*** Block opens ***

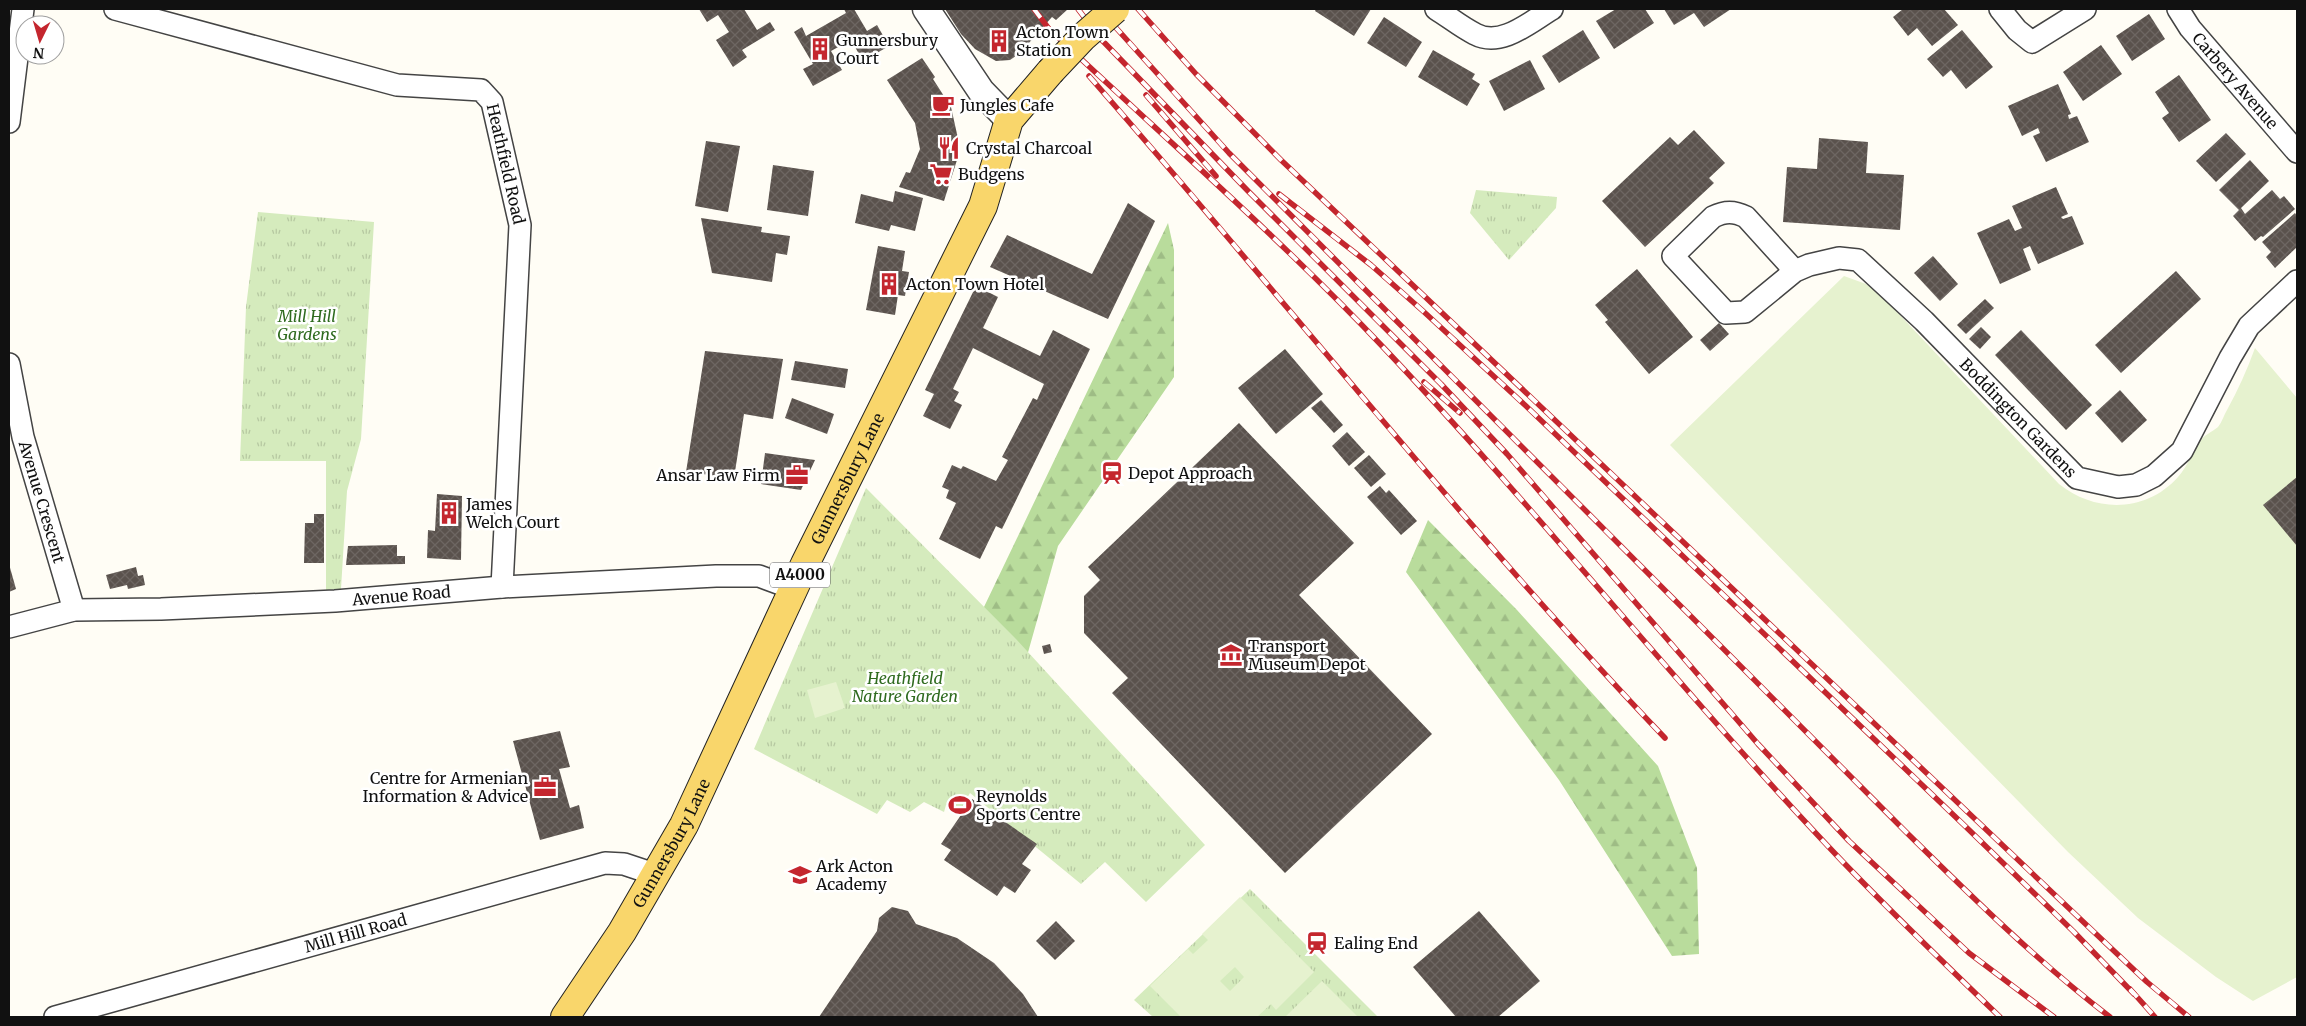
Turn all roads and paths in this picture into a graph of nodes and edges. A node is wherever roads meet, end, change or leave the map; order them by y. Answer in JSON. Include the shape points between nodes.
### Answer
{"nodes":[{"id":1,"x":24,"y":9,"type":"edge"},
{"id":2,"x":115,"y":9,"type":"edge"},
{"id":3,"x":926,"y":9,"type":"edge"},
{"id":4,"x":1115,"y":9,"type":"edge"},
{"id":5,"x":1436,"y":9,"type":"edge"},
{"id":6,"x":1552,"y":9,"type":"edge"},
{"id":7,"x":2000,"y":9,"type":"edge"},
{"id":8,"x":2086,"y":9,"type":"edge"},
{"id":9,"x":2178,"y":9,"type":"edge"},
{"id":10,"x":1010,"y":120,"type":"junction"},
{"id":11,"x":9,"y":122,"type":"edge"},
{"id":12,"x":2297,"y":152,"type":"edge"},
{"id":13,"x":1795,"y":272,"type":"junction"},
{"id":14,"x":2297,"y":281,"type":"edge"},
{"id":15,"x":9,"y":364,"type":"edge"},
{"id":16,"x":502,"y":587,"type":"junction"},
{"id":17,"x":794,"y":589,"type":"junction"},
{"id":18,"x":74,"y":610,"type":"junction"},
{"id":19,"x":9,"y":628,"type":"edge"},
{"id":20,"x":657,"y":875,"type":"junction"},
{"id":21,"x":55,"y":1017,"type":"edge"},
{"id":22,"x":565,"y":1017,"type":"edge"}],
"edges":[{"from":1,"to":11,"type":"street"},
{"from":2,"to":16,"type":"street","name":"Heathfield Road","via":[[397,85],[481,90],[492,102],[520,224]]},
{"from":3,"to":10,"type":"street","via":[[981,91]]},
{"from":4,"to":10,"type":"main road","name":"Gunnersbury Lane","number":"A4000","bridge":true,"via":[[1084,36]]},
{"from":5,"to":6,"type":"street","via":[[1477,35],[1495,39],[1516,31]]},
{"from":7,"to":8,"type":"street","via":[[2032,42]]},
{"from":9,"to":12,"type":"street","name":"Carbery Avenue","via":[[2190,28]]},
{"from":10,"to":17,"type":"main road","name":"Gunnersbury Lane","number":"A4000","via":[[983,206]]},
{"from":13,"to":13,"type":"street","name":"Boddington Gardens","via":[[1745,312],[1726,313],[1673,256],[1714,216],[1735,212],[1746,217]]},
{"from":13,"to":14,"type":"street","name":"Boddington Gardens","via":[[1823,261],[1840,258],[1858,260],[1924,321],[2077,478],[2118,487],[2154,476],[2182,451],[2249,326]]},
{"from":15,"to":18,"type":"street","name":"Avenue Crescent","via":[[23,437]]},
{"from":16,"to":17,"type":"street","name":"Avenue Road","via":[[760,576]]},
{"from":16,"to":18,"type":"street","name":"Avenue Road","via":[[335,601]]},
{"from":17,"to":20,"type":"main road","name":"Gunnersbury Lane","number":"A4000","via":[[684,825]]},
{"from":18,"to":19,"type":"street","name":"Avenue Road"},
{"from":20,"to":21,"type":"street","name":"Mill Hill Road","via":[[624,864],[605,863]]},
{"from":20,"to":22,"type":"main road","name":"Gunnersbury Lane","number":"A4000"}]}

*** Block closes ***

[Task requirements] Please write every line above out exactly as given, except for any pictures.

[Response box]
Turn all roads and paths in this picture into a graph of nodes and edges. A node is wherever roads meet, end, change or leave the map; order them by y. Answer in JSON. Include the shape points between nodes.
### Answer
{"nodes":[{"id":1,"x":24,"y":9,"type":"edge"},
{"id":2,"x":115,"y":9,"type":"edge"},
{"id":3,"x":926,"y":9,"type":"edge"},
{"id":4,"x":1115,"y":9,"type":"edge"},
{"id":5,"x":1436,"y":9,"type":"edge"},
{"id":6,"x":1552,"y":9,"type":"edge"},
{"id":7,"x":2000,"y":9,"type":"edge"},
{"id":8,"x":2086,"y":9,"type":"edge"},
{"id":9,"x":2178,"y":9,"type":"edge"},
{"id":10,"x":1010,"y":120,"type":"junction"},
{"id":11,"x":9,"y":122,"type":"edge"},
{"id":12,"x":2297,"y":152,"type":"edge"},
{"id":13,"x":1795,"y":272,"type":"junction"},
{"id":14,"x":2297,"y":281,"type":"edge"},
{"id":15,"x":9,"y":364,"type":"edge"},
{"id":16,"x":502,"y":587,"type":"junction"},
{"id":17,"x":794,"y":589,"type":"junction"},
{"id":18,"x":74,"y":610,"type":"junction"},
{"id":19,"x":9,"y":628,"type":"edge"},
{"id":20,"x":657,"y":875,"type":"junction"},
{"id":21,"x":55,"y":1017,"type":"edge"},
{"id":22,"x":565,"y":1017,"type":"edge"}],
"edges":[{"from":1,"to":11,"type":"street"},
{"from":2,"to":16,"type":"street","name":"Heathfield Road","via":[[397,85],[481,90],[492,102],[520,224]]},
{"from":3,"to":10,"type":"street","via":[[981,91]]},
{"from":4,"to":10,"type":"main road","name":"Gunnersbury Lane","number":"A4000","bridge":true,"via":[[1084,36]]},
{"from":5,"to":6,"type":"street","via":[[1477,35],[1495,39],[1516,31]]},
{"from":7,"to":8,"type":"street","via":[[2032,42]]},
{"from":9,"to":12,"type":"street","name":"Carbery Avenue","via":[[2190,28]]},
{"from":10,"to":17,"type":"main road","name":"Gunnersbury Lane","number":"A4000","via":[[983,206]]},
{"from":13,"to":13,"type":"street","name":"Boddington Gardens","via":[[1745,312],[1726,313],[1673,256],[1714,216],[1735,212],[1746,217]]},
{"from":13,"to":14,"type":"street","name":"Boddington Gardens","via":[[1823,261],[1840,258],[1858,260],[1924,321],[2077,478],[2118,487],[2154,476],[2182,451],[2249,326]]},
{"from":15,"to":18,"type":"street","name":"Avenue Crescent","via":[[23,437]]},
{"from":16,"to":17,"type":"street","name":"Avenue Road","via":[[760,576]]},
{"from":16,"to":18,"type":"street","name":"Avenue Road","via":[[335,601]]},
{"from":17,"to":20,"type":"main road","name":"Gunnersbury Lane","number":"A4000","via":[[684,825]]},
{"from":18,"to":19,"type":"street","name":"Avenue Road"},
{"from":20,"to":21,"type":"street","name":"Mill Hill Road","via":[[624,864],[605,863]]},
{"from":20,"to":22,"type":"main road","name":"Gunnersbury Lane","number":"A4000"}]}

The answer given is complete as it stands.